Upon initiation of autophagy, beclin1 serves as a key protein that assembles cofactors to form a complex of BECN1-PIK3C3-PIK3R4 to promote the formation of autophagosomes.24,25 Beclin1 plays an important part in autophagy, as demonstrated in previous studies.25,26 The results of our TCGA database, tissue chip and prognosis analysis showed that beclin1 was usually downregulated in GC tissues and its downregulation was often accompanied with poor prognosis in human patients. Our results also revealed that beclin1 could inhibit the proliferation, invasiveness, migration and growth of GC in vivo and in vitro. These results are of great significance, as they suggest that beclin1 can determine prognosis and can serve as a potential therapeutic target for GC, thereby providing guidance for future research.

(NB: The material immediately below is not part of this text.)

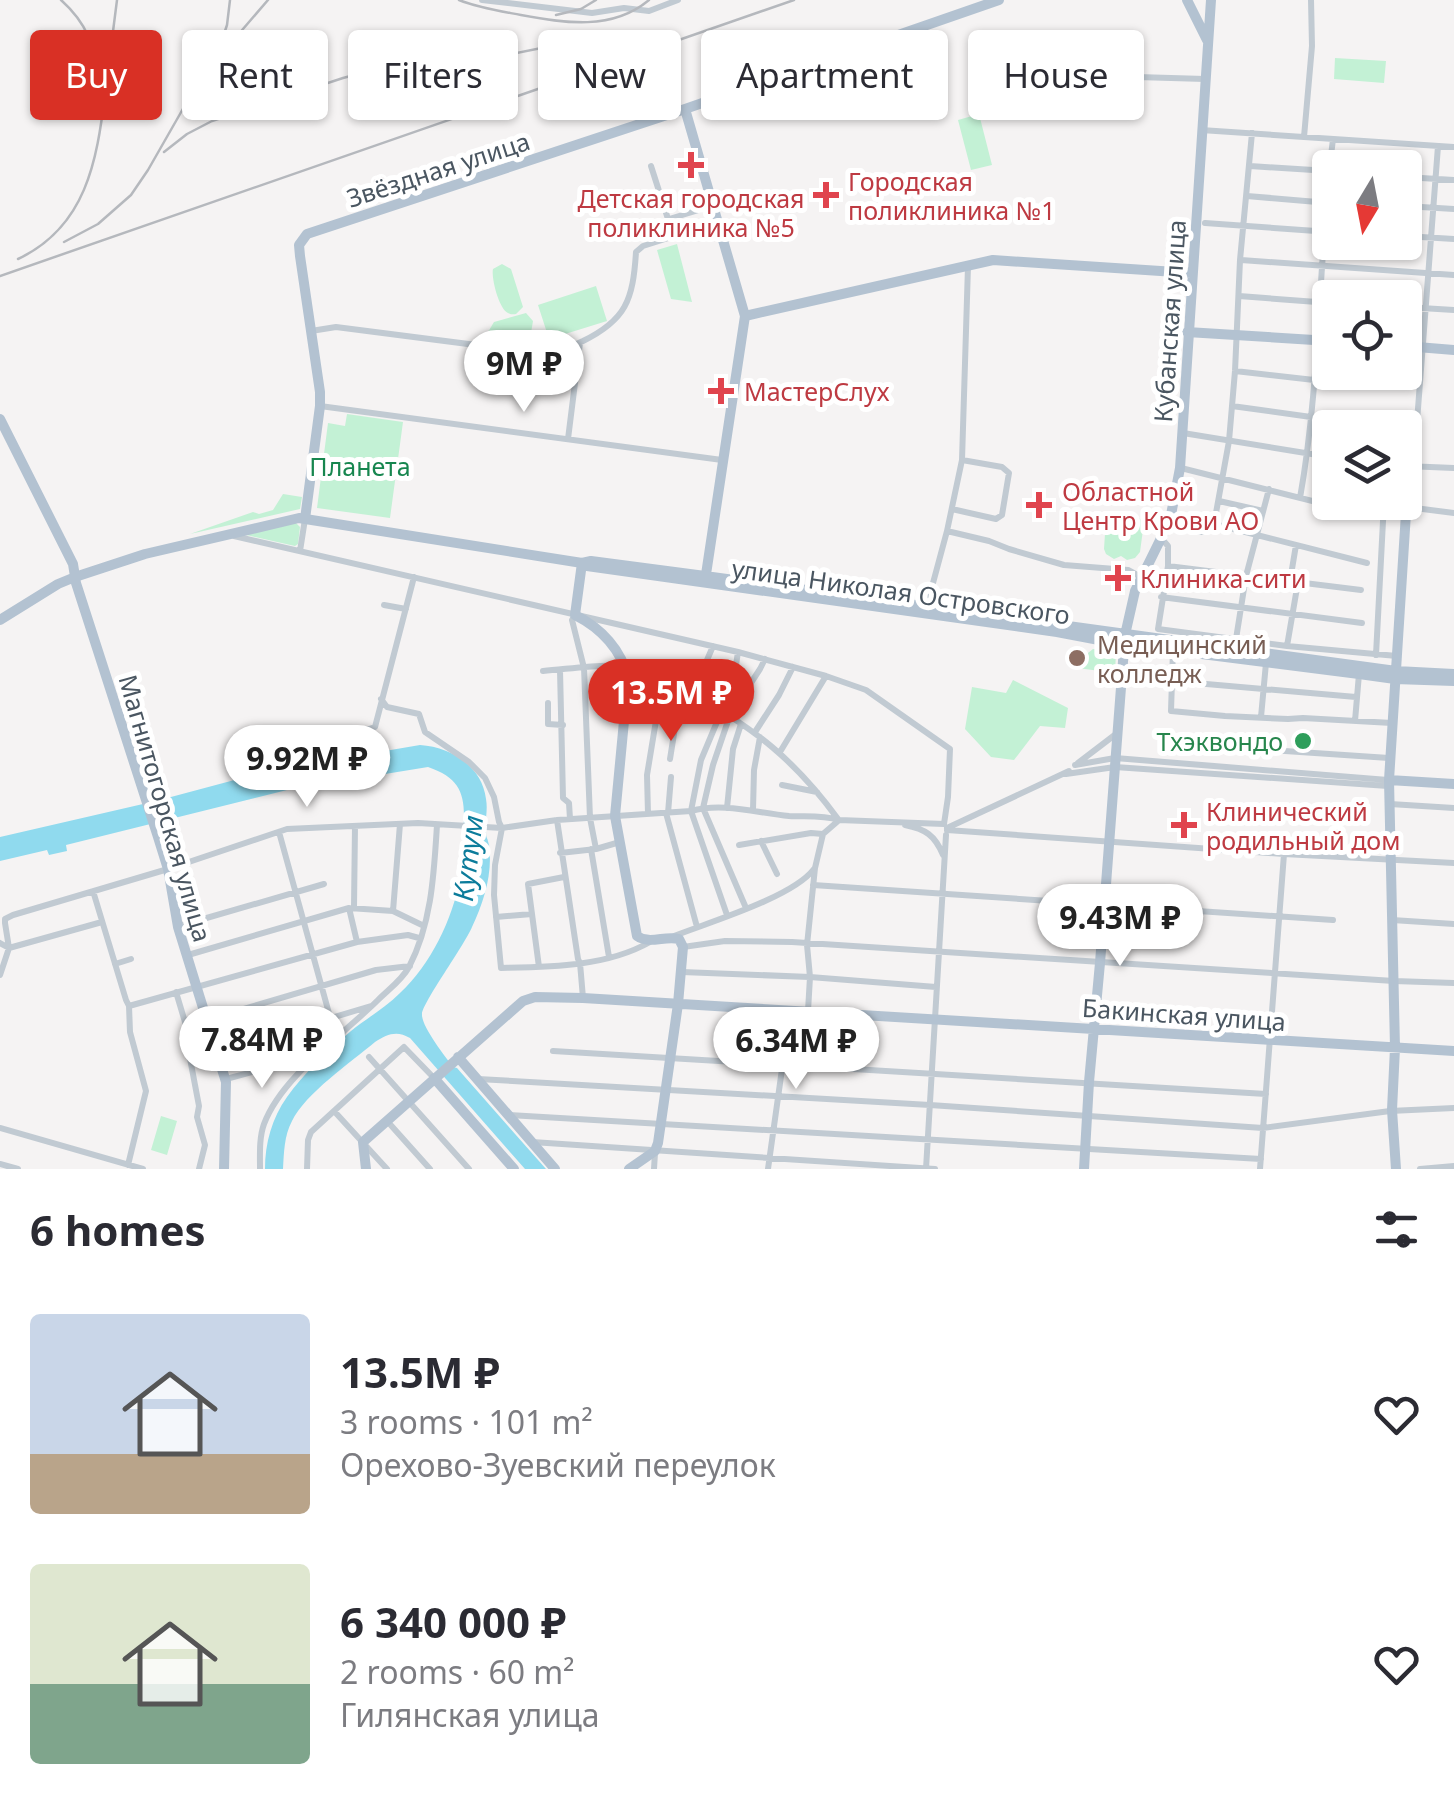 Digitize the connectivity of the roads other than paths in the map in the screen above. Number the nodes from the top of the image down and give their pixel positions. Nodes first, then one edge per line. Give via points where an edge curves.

Our data indicate that metformin inhibits GC by inducing beclin1-dependent autophagy. The AMPK-mTOR pathway is an important pathway in metformin action on glucose metabolism as well as on anti-tumour processes.27–29 The AMPK-mTOR signalling axis is also important for regulating autophagy,30–32 so we speculated that this signalling pathway would be activated by metformin in a dose-dependent manner to induce autophagy. The results are in line with our predictions. The action of compound-c prevented the activity of this signalling pathway and inhibited downstream autophagy, as well as weakening the inhibitory effect of metformin on GC. Taken together, the findings reported here suggested that metformin inhibits GC through the AMPK-mTOR axis to promote beclin1-dependent autophagy. AICAR, another metformin like drug, which has been shown that it can be a good combination with mTOR inhibitor rapamycin in human cancer to inhibit the cancer cell proliferation.33 It has also been shown that AICAR (AMPK activator) induces autophagy by phosphorylating autophagy marker ULK1 whereas it also inhibits mTOR signalling by suppressing PLD-stimulated PA production.34 So we speculated that metformin may activate the autophagic kinase ULK1 to enhance autophagic flux, and this may contribute to suppression of PLD activity and inhibition of mTOR. The specific regulatory mechanism is worthy of further study. However, the mechanism of metformin inhibits GC needs to be further explored.
In summary, we found that metformin can inhibit the proliferation, invasion and metastasis of GC. Metformin inhibits GC by inducing beclin1-dependent autophagy through the AMPK-mTOR signalling pathway. Beclin1 therefore appears to play an anti-cancer role in GC. These findings suggest new therapeutic strategies for treating GC, and they may also provide a new avenue for accurate prediction and treatment of GC.
This work was supported by Jiangsu Provincial Medical Youth Talent (QNRC2016651), Jiangsu Provincial Key Research Development Program of China (BE2018750) and The Talents Program of Jiangsu Cancer Hospital.
The authors report no conflicts of interest in this work.